▸ **Brief**:
As the answer, give every line of the records that includes the word "Left".

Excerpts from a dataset
Segment Open

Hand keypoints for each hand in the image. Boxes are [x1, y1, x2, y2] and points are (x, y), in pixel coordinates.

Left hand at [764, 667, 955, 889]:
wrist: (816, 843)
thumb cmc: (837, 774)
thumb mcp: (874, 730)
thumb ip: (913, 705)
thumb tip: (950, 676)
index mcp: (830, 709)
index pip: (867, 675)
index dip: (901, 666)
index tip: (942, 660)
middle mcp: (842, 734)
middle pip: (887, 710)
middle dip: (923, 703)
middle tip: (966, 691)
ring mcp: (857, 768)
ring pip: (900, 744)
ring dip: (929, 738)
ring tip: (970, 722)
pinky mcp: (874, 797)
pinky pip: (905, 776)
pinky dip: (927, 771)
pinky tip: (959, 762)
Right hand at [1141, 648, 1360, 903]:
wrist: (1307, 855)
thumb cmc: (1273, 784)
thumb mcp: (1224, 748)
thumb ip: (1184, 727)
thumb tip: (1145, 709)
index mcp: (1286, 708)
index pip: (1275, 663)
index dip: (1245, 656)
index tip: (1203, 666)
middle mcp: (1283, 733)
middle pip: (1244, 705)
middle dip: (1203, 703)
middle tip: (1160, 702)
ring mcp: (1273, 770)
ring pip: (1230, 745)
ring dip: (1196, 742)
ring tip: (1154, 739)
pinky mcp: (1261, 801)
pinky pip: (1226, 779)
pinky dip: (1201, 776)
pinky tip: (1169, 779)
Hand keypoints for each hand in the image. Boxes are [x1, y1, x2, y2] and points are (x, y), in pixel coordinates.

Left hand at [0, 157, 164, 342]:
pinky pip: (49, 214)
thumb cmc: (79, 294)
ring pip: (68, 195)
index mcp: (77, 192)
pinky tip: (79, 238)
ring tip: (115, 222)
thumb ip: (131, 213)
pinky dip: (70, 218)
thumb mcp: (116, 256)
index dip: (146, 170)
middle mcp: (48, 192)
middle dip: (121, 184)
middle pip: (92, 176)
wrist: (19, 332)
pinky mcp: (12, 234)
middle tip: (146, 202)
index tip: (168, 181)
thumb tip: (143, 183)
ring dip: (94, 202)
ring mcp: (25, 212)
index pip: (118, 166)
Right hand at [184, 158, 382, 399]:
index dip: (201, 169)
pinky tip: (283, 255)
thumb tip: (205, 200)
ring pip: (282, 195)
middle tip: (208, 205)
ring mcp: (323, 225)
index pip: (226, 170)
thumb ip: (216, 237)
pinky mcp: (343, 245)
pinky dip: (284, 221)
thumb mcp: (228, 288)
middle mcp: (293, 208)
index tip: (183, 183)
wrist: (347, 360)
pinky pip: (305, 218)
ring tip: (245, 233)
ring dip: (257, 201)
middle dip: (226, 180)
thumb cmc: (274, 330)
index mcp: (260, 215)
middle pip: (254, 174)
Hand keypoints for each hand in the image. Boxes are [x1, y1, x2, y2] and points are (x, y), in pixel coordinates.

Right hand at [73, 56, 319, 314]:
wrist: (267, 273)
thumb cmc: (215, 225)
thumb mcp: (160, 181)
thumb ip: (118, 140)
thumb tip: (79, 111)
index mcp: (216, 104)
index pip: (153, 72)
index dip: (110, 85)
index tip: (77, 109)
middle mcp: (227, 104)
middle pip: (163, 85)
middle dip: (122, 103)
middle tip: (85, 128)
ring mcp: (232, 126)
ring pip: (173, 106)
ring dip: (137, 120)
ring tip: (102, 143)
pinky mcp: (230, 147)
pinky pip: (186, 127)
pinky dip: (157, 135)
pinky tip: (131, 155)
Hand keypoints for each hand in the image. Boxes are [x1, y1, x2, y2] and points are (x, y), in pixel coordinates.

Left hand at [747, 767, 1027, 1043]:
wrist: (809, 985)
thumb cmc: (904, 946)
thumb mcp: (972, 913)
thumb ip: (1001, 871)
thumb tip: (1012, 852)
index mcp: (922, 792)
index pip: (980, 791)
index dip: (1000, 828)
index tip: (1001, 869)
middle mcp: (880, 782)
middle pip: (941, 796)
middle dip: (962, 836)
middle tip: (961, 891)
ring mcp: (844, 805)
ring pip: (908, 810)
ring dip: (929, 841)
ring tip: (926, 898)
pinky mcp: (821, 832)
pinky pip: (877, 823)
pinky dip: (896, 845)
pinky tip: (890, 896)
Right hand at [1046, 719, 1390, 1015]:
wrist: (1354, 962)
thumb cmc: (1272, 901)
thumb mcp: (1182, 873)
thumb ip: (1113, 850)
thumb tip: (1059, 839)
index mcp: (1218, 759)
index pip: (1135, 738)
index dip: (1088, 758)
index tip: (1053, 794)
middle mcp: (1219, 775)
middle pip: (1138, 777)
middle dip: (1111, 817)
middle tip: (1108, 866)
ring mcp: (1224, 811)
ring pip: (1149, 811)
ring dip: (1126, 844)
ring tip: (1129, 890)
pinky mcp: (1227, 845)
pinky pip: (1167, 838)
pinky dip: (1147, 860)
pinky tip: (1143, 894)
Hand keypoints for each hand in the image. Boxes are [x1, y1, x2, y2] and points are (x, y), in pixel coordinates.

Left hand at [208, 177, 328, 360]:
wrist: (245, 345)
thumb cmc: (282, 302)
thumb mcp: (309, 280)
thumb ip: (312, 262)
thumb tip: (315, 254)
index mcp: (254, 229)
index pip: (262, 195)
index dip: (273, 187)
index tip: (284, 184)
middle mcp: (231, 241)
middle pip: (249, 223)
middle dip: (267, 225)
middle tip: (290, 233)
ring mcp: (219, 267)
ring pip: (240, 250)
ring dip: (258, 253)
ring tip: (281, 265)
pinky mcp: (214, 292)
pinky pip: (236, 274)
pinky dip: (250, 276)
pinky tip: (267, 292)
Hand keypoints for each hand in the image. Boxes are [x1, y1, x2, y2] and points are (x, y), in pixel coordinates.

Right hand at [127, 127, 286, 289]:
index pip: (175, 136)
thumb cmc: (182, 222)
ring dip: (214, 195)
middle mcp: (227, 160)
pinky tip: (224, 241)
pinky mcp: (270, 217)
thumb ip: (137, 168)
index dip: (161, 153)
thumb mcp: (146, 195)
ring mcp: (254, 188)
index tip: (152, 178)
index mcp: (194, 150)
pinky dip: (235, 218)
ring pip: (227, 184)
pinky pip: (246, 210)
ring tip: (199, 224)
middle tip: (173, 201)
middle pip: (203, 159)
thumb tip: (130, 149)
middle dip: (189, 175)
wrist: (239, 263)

Segment Closed

▸ **Exercise answer**:
Left hand at [764, 667, 955, 889]:
Left hand at [0, 157, 164, 342]:
Left hand at [747, 767, 1027, 1043]:
Left hand at [208, 177, 328, 360]:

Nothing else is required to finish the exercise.